WORK TO BE COMPLETED
Only the number is wanted: how many lines below contain "lane"?

+ + +

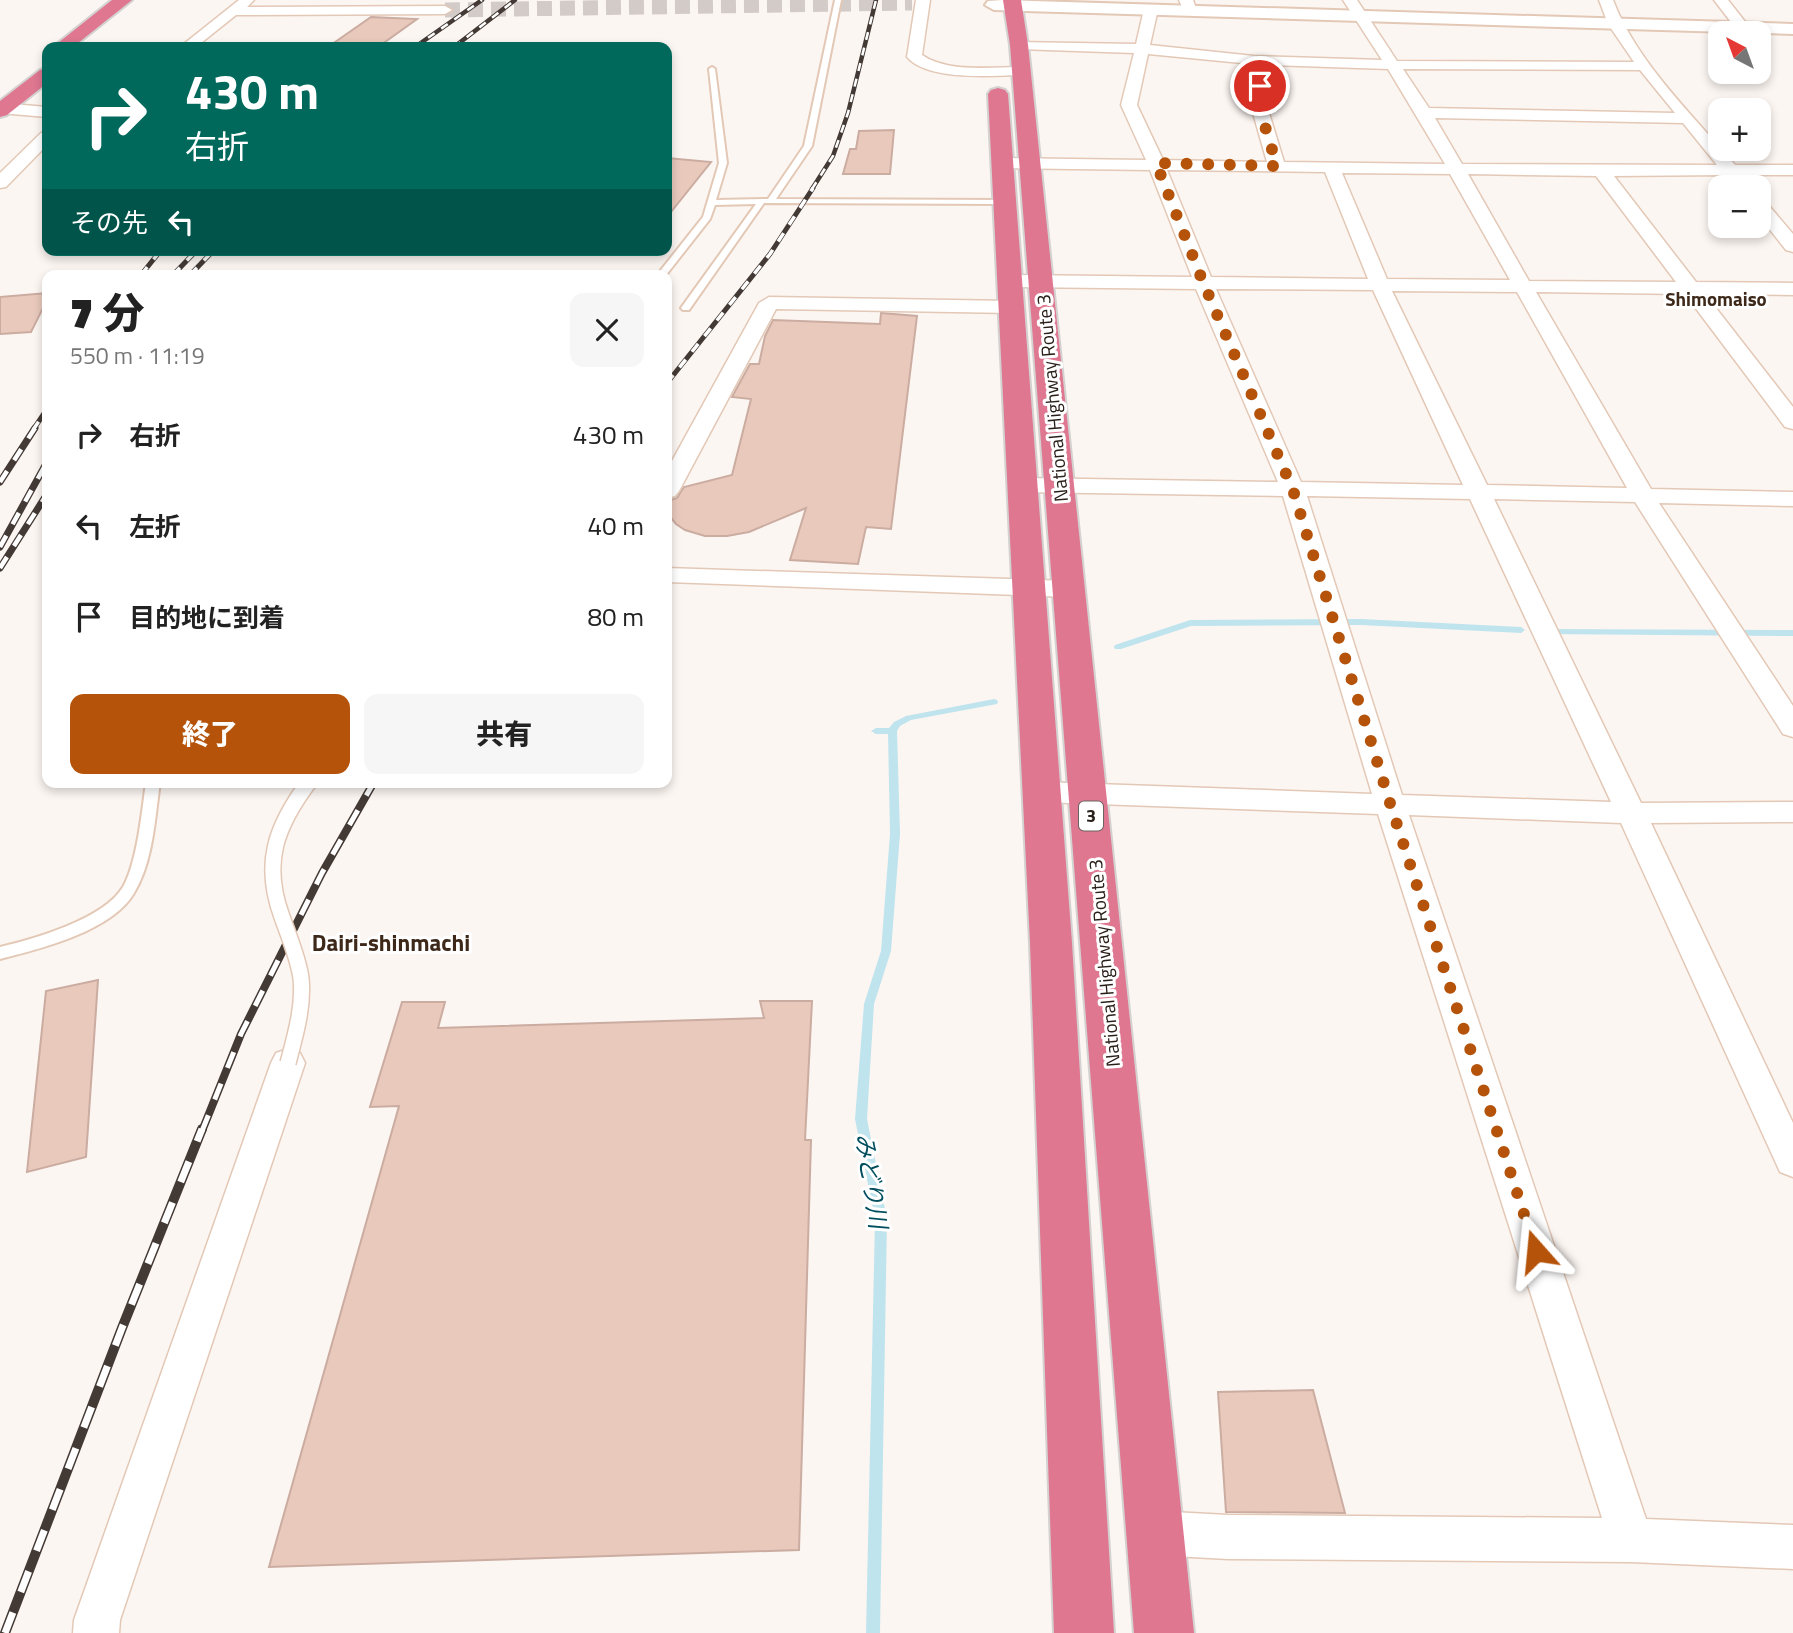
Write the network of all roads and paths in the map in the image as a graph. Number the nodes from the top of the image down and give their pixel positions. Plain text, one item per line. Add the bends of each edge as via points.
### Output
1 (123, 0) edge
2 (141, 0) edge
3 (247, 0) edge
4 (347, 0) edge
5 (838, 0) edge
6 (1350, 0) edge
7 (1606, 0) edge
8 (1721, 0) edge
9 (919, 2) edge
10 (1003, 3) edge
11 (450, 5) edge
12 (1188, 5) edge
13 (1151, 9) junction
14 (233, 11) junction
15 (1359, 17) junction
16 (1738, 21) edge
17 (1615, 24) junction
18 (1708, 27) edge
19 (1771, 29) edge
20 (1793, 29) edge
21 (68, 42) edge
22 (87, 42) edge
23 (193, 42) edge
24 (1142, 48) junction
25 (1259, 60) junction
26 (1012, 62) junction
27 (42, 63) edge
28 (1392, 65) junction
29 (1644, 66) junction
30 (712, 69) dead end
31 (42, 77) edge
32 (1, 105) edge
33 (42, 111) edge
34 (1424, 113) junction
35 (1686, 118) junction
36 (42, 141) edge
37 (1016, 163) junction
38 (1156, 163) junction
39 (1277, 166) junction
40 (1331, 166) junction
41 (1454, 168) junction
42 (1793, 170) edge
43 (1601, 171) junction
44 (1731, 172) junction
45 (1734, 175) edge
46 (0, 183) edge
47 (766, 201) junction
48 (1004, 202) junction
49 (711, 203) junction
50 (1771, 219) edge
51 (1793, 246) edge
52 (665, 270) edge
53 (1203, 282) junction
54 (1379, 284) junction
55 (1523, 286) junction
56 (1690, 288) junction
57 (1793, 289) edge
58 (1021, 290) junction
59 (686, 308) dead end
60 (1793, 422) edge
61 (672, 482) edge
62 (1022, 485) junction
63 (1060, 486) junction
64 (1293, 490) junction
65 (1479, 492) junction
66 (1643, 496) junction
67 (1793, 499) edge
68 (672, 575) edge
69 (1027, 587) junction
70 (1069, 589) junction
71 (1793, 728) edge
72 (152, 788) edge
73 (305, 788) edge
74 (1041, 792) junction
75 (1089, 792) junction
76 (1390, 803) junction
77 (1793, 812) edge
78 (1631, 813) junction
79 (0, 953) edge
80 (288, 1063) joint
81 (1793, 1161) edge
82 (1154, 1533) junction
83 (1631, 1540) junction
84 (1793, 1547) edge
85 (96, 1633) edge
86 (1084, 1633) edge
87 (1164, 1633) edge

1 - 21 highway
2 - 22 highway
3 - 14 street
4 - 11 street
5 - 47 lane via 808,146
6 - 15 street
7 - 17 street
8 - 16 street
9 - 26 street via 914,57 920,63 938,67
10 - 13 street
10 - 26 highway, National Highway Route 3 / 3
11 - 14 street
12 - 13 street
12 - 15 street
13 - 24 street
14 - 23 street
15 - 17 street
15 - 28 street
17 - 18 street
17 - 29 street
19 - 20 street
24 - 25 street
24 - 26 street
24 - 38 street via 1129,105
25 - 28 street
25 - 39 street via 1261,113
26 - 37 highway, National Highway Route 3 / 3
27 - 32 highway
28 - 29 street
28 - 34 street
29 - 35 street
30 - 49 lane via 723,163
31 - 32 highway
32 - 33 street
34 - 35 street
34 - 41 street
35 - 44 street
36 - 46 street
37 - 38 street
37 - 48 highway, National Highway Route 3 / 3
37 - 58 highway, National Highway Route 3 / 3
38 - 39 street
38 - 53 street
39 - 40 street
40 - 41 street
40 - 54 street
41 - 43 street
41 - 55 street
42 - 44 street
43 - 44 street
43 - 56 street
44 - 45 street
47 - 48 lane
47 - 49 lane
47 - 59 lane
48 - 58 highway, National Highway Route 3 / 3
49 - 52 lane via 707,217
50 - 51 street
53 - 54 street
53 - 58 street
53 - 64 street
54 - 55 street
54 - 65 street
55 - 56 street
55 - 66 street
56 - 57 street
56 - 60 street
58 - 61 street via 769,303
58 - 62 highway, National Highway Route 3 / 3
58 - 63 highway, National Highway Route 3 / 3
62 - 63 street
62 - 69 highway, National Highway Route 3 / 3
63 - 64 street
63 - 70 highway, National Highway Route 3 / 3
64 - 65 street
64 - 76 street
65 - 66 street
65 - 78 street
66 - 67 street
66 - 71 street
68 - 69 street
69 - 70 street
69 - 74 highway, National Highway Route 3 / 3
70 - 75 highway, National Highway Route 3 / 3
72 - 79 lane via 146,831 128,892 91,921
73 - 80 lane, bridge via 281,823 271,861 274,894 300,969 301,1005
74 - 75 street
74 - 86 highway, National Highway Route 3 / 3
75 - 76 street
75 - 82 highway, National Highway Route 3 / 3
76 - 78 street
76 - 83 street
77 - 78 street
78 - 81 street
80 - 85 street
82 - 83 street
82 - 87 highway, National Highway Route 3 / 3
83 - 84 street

+ + +

YOUR RESPONSE
8